Plasma levels of HDL cholesterol (HDL-C) and apolipoprotein A1 (apoA1) are under tight control of genetic factors, which are largely unknown. Recent identification of mutations in the ATP binding cassette transporter (ABCA1) gene in patients with Tangier disease,1 2 3 who also have very low plasma levels of HDL-C and apoA1 and an increased risk of premature coronary atherosclerosis, suggests a major role for the ABCA1 protein in regulating plasma HDL-C and apoA1 levels. This notion is further supported by the observation of an age-dependent reduction in HDL-C levels and an increased frequency of coronary artery disease in members of families with Tangier or familial hypoalphalipoproteinemia (HA) who were heterozygous for mutations in the ABCA1 gene.4 These discoveries in conjunction with the well-established role of HDL-C in protection against coronary atherosclerosis5 6 have led to the hypothesis that common polymorphisms in the ABCA1 gene could affect plasma levels of HDL-C and apoA1 and thus serve as genetic risk factors for coronary atherosclerosis in the general population.4 7 We sequenced the promoter region of the ABCA1 gene, detected novel polymorphisms, and analyzed their association with plasma levels of lipids, the severity and progression of coronary atherosclerosis, and the response to therapy in a prospective study of a well-characterized cohort.8
Materials and Methods
All subjects provided informed consent, and the institutional review board approved the study. The design9 and primary result8 of the Lipoprotein and Coronary Atherosclerosis Study (LCAS) have been published. In brief, 429 subjects who were aged 35 to 75 years and had ≥1 coronary lesion causing 30% to 75% diameter stenosis and LDL cholesterol (LDL-C) of 115 to 190 mg/dL despite diet were randomized to fluvastatin (40 mg daily) or placebo. Total choles- terol, LDL-C, HDL-C, triglyceride, lipoprotein(a), and apolipoprotein levels were measured in all subjects, and quantitative coronary angiography was performed in 340 subjects at baseline and 2.5 years after randomization. Baseline and final plasma level of lipids and indices of quantitative coronary angiograms were determined and used to assess the association of the genotypes with plasma lipids, with the severity, progression, and regression of coronary atherosclerosis, and with the response to treatment (pharmacogenetics). Clinical events monitored were definite or probable myocardial infarction, unstable angina requiring hospitalization, percutaneous coronary interventions, coronary artery bypass grafting, and death of any cause.

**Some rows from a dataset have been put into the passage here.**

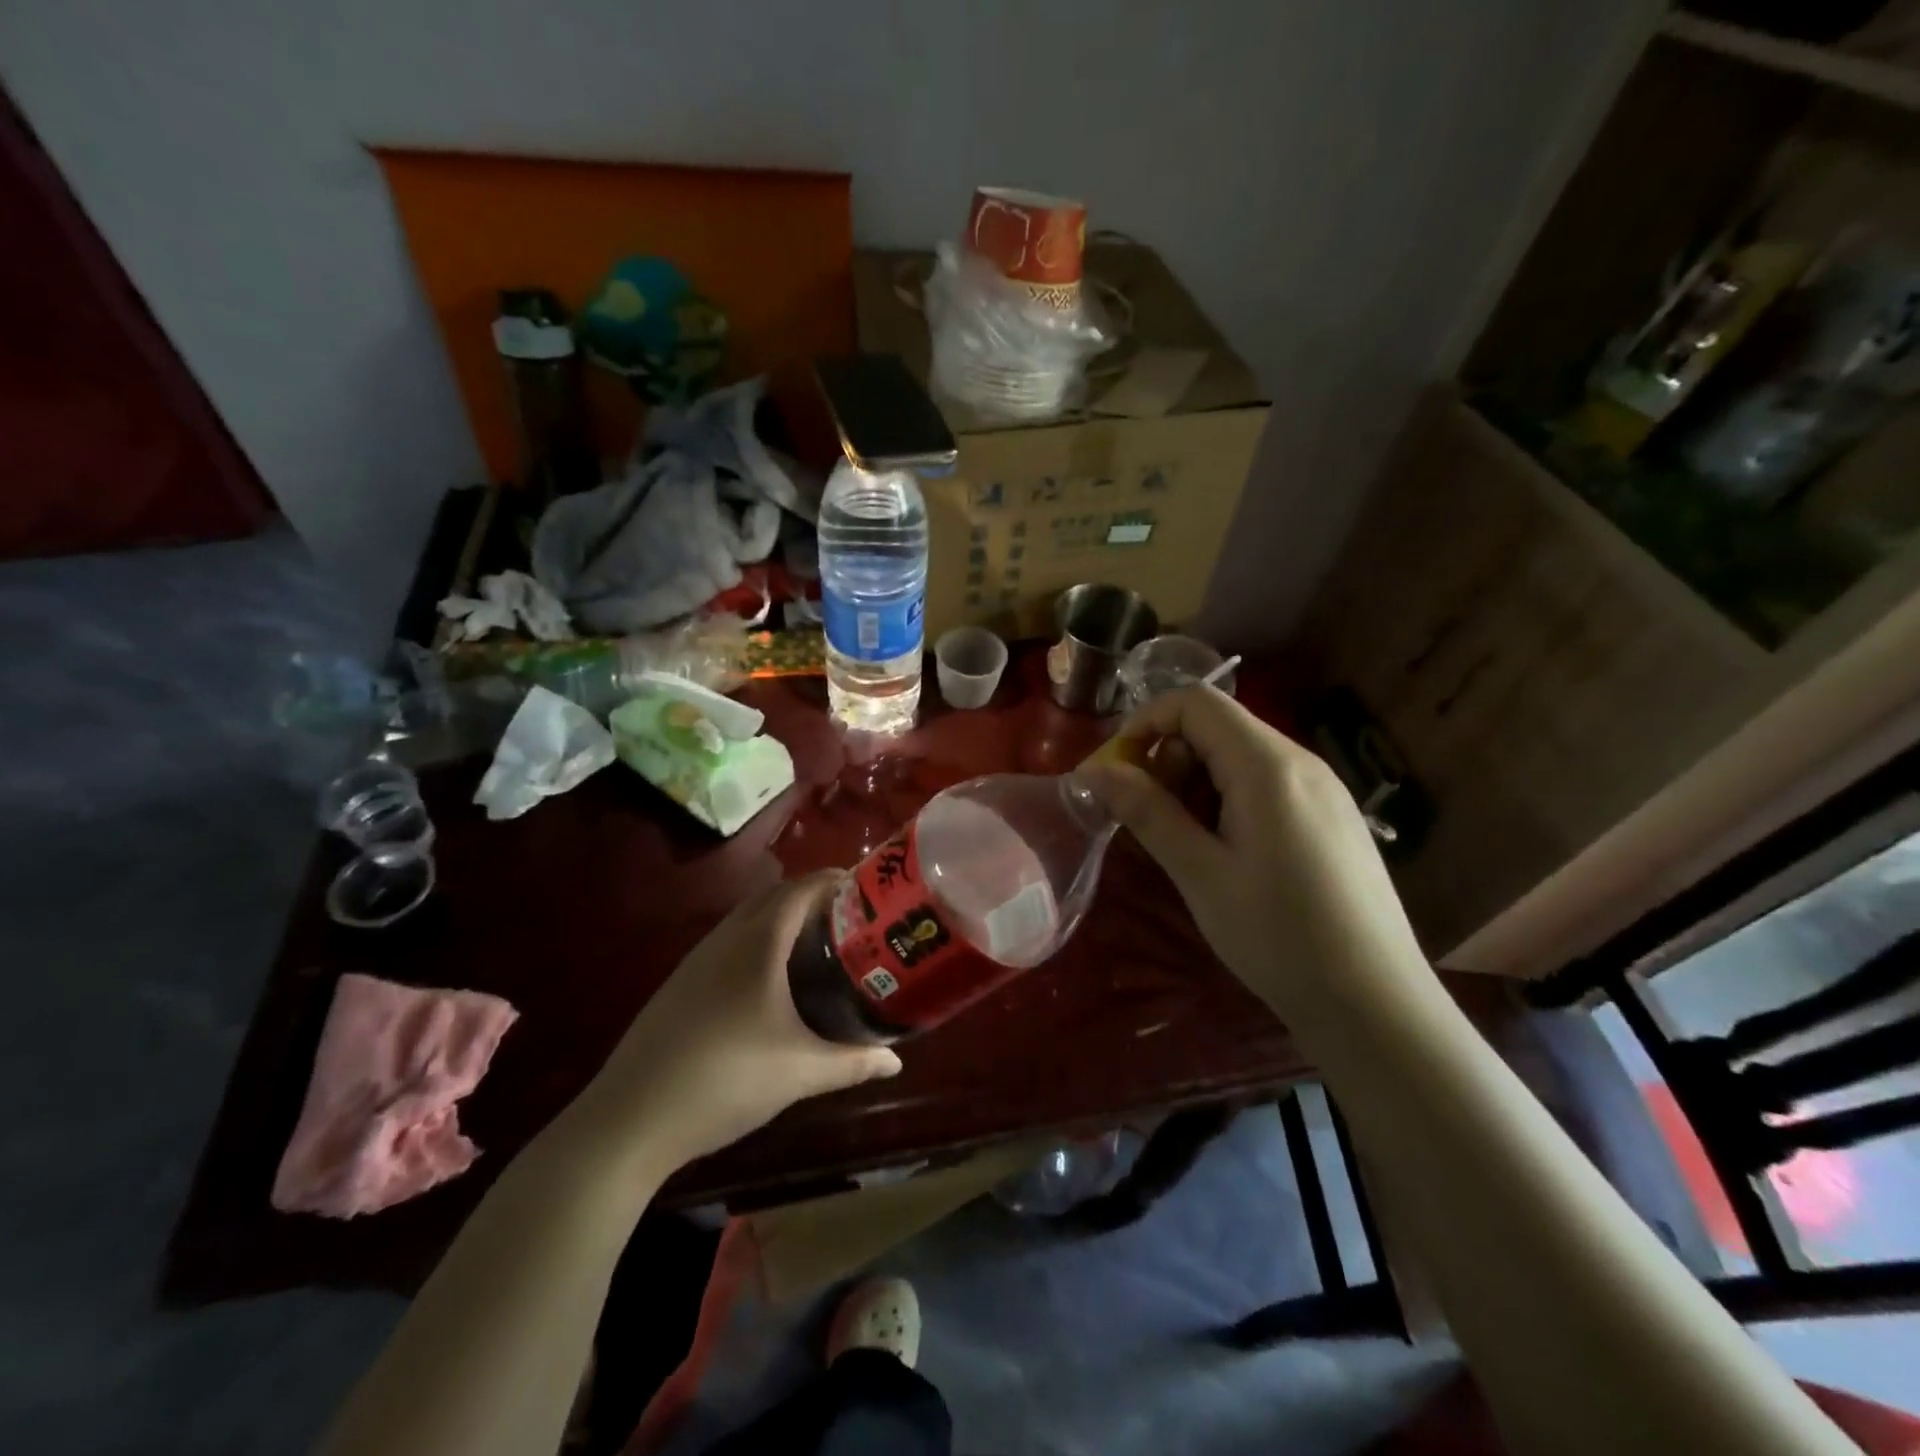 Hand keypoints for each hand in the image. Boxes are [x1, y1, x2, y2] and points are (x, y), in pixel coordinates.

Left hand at [567, 873, 900, 1176]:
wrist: (630, 1118)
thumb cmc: (725, 1080)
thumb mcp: (800, 1072)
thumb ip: (853, 1062)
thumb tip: (897, 1060)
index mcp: (758, 943)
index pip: (801, 889)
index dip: (834, 880)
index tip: (865, 888)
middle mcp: (726, 938)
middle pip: (774, 896)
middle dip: (812, 896)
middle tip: (849, 917)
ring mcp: (697, 960)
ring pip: (747, 918)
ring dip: (781, 917)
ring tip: (816, 942)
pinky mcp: (680, 984)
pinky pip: (729, 941)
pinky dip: (757, 940)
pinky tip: (769, 980)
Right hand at [1077, 687, 1425, 1016]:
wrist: (1376, 1002)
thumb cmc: (1279, 936)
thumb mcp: (1200, 874)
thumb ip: (1147, 812)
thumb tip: (1094, 771)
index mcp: (1267, 766)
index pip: (1194, 702)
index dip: (1144, 722)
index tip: (1116, 770)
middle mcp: (1301, 761)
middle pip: (1218, 724)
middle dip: (1168, 756)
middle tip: (1146, 814)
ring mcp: (1323, 788)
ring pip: (1241, 754)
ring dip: (1196, 780)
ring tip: (1184, 839)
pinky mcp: (1332, 815)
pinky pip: (1267, 781)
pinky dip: (1228, 796)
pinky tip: (1226, 851) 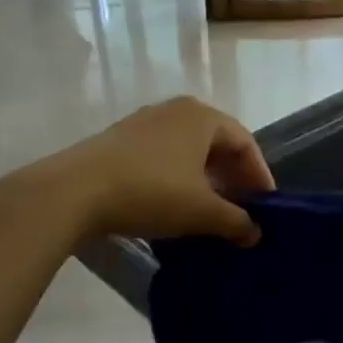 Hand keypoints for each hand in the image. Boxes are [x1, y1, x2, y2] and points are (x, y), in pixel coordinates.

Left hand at [52, 96, 274, 245]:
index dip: (259, 175)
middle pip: (216, 143)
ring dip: (205, 179)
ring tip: (211, 211)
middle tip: (242, 209)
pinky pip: (163, 156)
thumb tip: (254, 232)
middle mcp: (175, 110)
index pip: (244, 142)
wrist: (75, 191)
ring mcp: (145, 123)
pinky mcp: (120, 140)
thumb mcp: (201, 211)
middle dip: (232, 177)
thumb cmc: (151, 191)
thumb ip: (235, 220)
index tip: (267, 206)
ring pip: (188, 150)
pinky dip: (178, 178)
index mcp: (202, 117)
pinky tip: (175, 205)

Identification of Novel Polymorphisms in the Promoter Region
A 660-bp 5′ fragment of the ABCA1 gene10 was amplified by polymerase chain reaction (PCR) (forward primer 5′-AGCAGTAAGATGTTCCTCTGGG-3′, reverse 5′-CCGAGCGCAGAGGTTACTATCG-3′) in 12 subjects with HDL <35 mg/dL and 12 subjects with HDL >75 mg/dL selected from the LCAS population and was sequenced by using the Big Dye Terminator Cycle Sequencing Ready Reaction Kit on an ABI Genetic Analyzer 310 (PE Biosystem). Sequences were analyzed and compared with the published sequence of the ABCA1 promoter sequence10 to detect polymorphisms.

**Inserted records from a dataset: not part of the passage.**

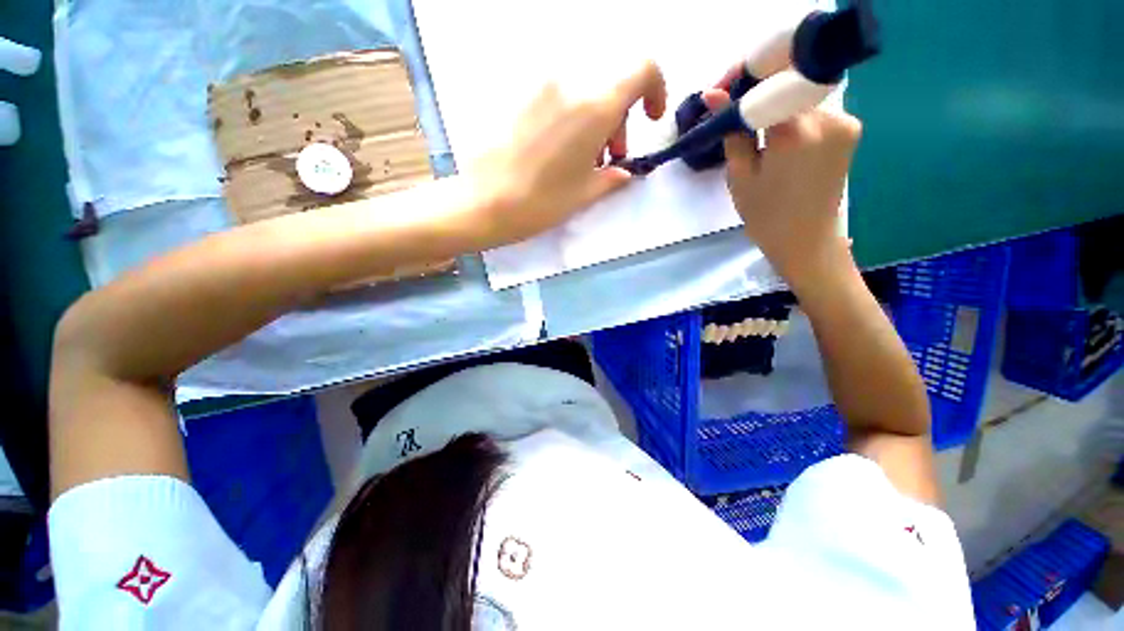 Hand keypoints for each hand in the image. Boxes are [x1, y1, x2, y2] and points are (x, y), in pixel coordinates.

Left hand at [465, 60, 666, 245]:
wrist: (484, 202)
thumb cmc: (541, 203)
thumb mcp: (585, 194)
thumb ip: (612, 177)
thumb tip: (623, 172)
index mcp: (594, 107)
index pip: (642, 70)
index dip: (655, 89)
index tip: (648, 119)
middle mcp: (570, 84)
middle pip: (610, 85)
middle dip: (619, 118)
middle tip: (609, 156)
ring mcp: (540, 86)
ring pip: (584, 90)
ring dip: (594, 118)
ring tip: (583, 157)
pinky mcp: (519, 95)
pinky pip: (558, 96)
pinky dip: (570, 116)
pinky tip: (558, 147)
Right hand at [703, 91, 860, 284]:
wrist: (806, 241)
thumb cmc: (766, 215)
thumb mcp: (739, 176)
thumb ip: (732, 131)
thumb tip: (713, 94)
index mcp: (796, 130)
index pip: (767, 85)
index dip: (742, 86)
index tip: (723, 93)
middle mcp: (829, 116)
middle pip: (786, 89)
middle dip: (759, 98)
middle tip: (737, 118)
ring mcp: (845, 121)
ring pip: (800, 99)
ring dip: (777, 110)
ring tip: (758, 137)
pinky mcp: (850, 130)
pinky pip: (814, 112)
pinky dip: (794, 119)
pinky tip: (781, 143) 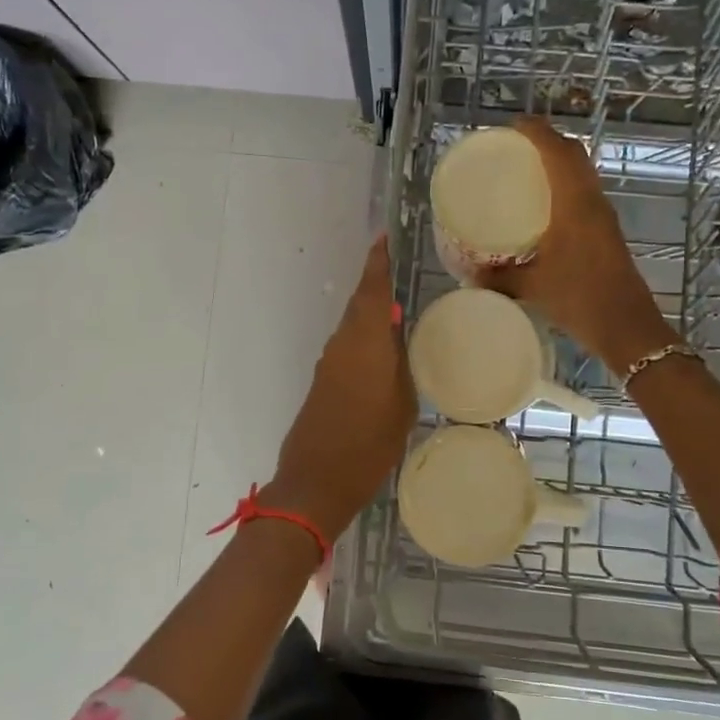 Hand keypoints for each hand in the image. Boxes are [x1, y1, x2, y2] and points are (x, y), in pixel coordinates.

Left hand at [262, 237, 415, 543]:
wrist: (316, 482)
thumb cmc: (368, 444)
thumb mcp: (402, 404)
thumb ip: (401, 365)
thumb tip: (398, 338)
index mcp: (364, 342)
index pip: (371, 290)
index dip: (378, 262)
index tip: (385, 238)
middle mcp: (342, 344)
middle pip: (360, 304)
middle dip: (377, 285)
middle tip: (402, 271)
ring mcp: (329, 363)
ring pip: (354, 326)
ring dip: (372, 313)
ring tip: (401, 310)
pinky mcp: (323, 382)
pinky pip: (349, 347)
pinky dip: (365, 339)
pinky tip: (384, 349)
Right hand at [478, 118, 675, 371]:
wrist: (627, 326)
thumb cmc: (580, 299)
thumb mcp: (532, 288)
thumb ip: (498, 278)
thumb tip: (468, 275)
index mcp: (575, 204)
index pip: (559, 152)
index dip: (538, 132)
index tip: (513, 125)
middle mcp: (592, 202)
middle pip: (574, 156)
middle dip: (548, 141)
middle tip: (517, 145)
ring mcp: (603, 217)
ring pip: (583, 174)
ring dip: (560, 162)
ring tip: (528, 168)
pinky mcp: (607, 233)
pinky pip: (585, 193)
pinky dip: (566, 184)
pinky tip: (546, 205)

We identified 3 novel polymorphisms, −477C/T, −419A/C, and −320G/C. We designed PCR–restriction fragment length polymorphism assays, and an investigator who had no knowledge of the angiographic and clinical data performed the genotyping in 372 subjects in the LCAS population. The −477C/T polymorphism creates a novel site for the AciI restriction enzyme (C/CGC) in the presence of the C allele. A set of primers was designed to amplify a 351-bp fragment of the ABCA1 promoter by PCR (forward 5′-CTCGGGTCCTCTGAGGGACCT-3′, reverse 5′-CCGCAGA-CTCTCTAGTCCAC-3′) encompassing the −477C/T polymorphic site and an additional site for AciI as a control, at an annealing temperature of 56°C. The resulting amplicon was digested overnight with the AciI enzyme.

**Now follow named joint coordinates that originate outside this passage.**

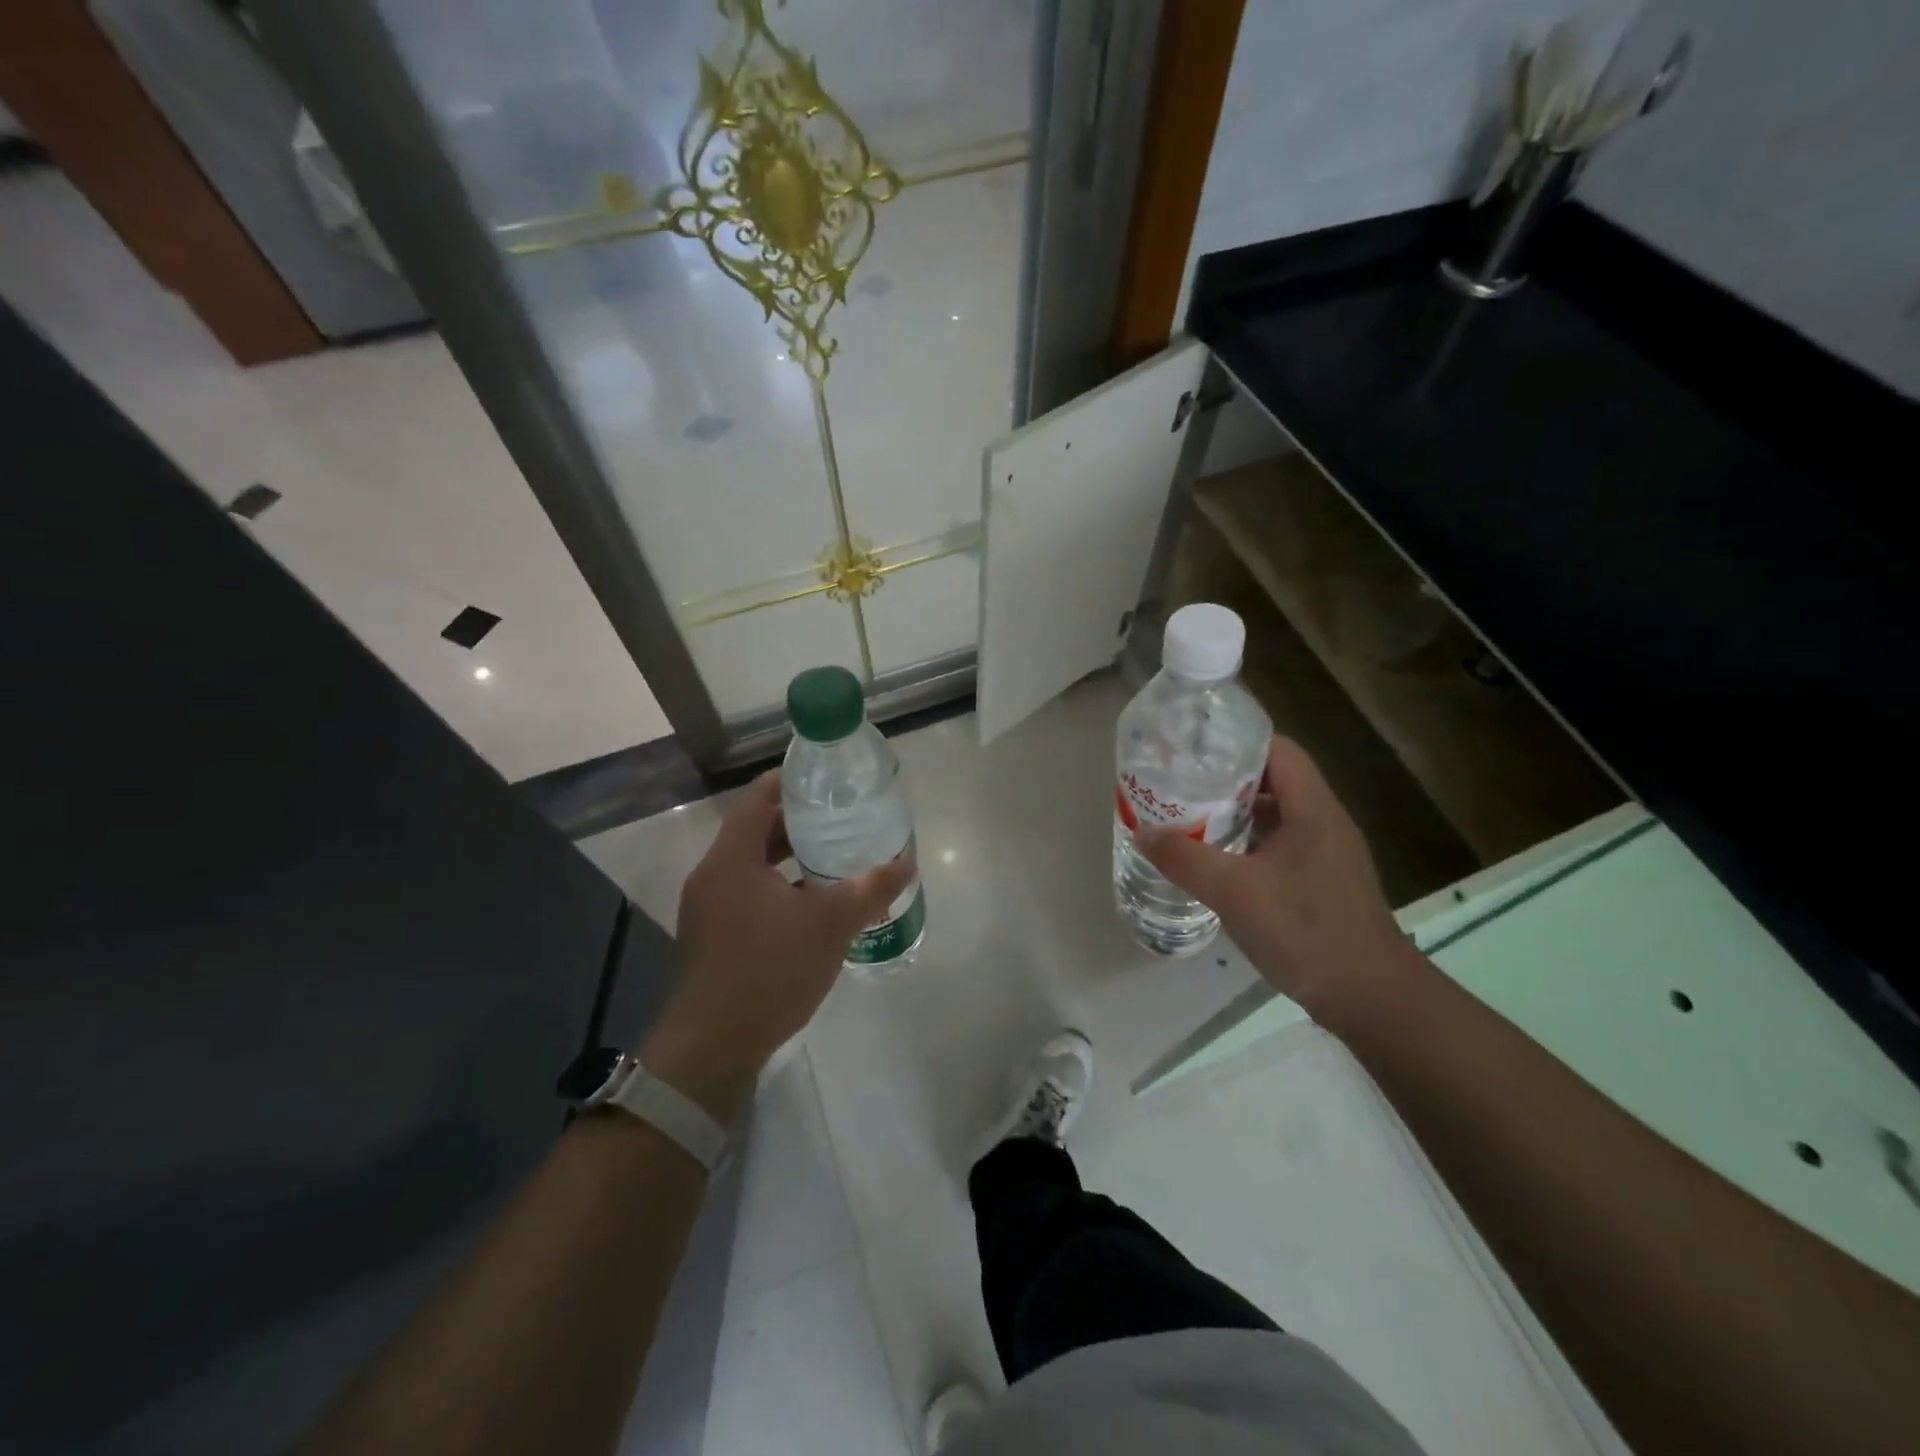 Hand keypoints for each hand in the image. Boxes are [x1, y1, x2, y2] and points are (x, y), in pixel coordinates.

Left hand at [640, 771, 915, 1121]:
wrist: (713, 1048)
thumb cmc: (769, 970)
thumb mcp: (830, 924)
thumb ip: (870, 888)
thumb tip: (906, 861)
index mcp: (731, 859)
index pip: (757, 799)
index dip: (789, 782)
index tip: (823, 778)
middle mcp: (713, 877)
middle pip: (755, 832)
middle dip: (797, 823)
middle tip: (840, 817)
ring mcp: (709, 911)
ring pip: (753, 868)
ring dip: (789, 860)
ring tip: (834, 858)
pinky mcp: (714, 940)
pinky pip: (749, 897)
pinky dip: (780, 890)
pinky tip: (813, 907)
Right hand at [1136, 736, 1423, 1026]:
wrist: (1370, 996)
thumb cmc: (1305, 930)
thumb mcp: (1234, 892)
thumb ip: (1185, 859)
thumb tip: (1142, 831)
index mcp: (1313, 809)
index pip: (1278, 750)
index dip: (1236, 742)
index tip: (1194, 749)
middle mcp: (1324, 822)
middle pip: (1275, 780)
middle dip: (1226, 779)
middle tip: (1181, 784)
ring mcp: (1327, 854)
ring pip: (1277, 816)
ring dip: (1236, 814)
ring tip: (1190, 818)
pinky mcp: (1324, 882)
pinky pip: (1281, 846)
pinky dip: (1249, 844)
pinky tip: (1219, 862)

The −320G/C polymorphism did not affect a restriction enzyme site; therefore, with use of a mismatch primer, an artificial site was generated for the MflI enzyme (R/GATCY) in the presence of the G allele (forward 5′-TGCTTGGCGTTCCTGAGGGAGATTC-3′, reverse 5′-GGGCACCAGTGGAATTTGCTTCCTCTAGATC-3′; mismatch nucleotide is underlined). The size of the expected PCR product was 133 bp, and the annealing temperature was 66°C.
Similarly, to identify the −419A/C genotypes, a mismatch primer (forward 5′-GGAAACAAAAGACAAGACAGAA-3′, reverse 5′-GGCAGCCAAGGGCACCAGTGG-3′) was used to generate a restriction site for the BsmI (GAATGCN/) enzyme in the presence of the C allele. The expected size of the PCR product was 164 bp, and the annealing temperature was 45°C.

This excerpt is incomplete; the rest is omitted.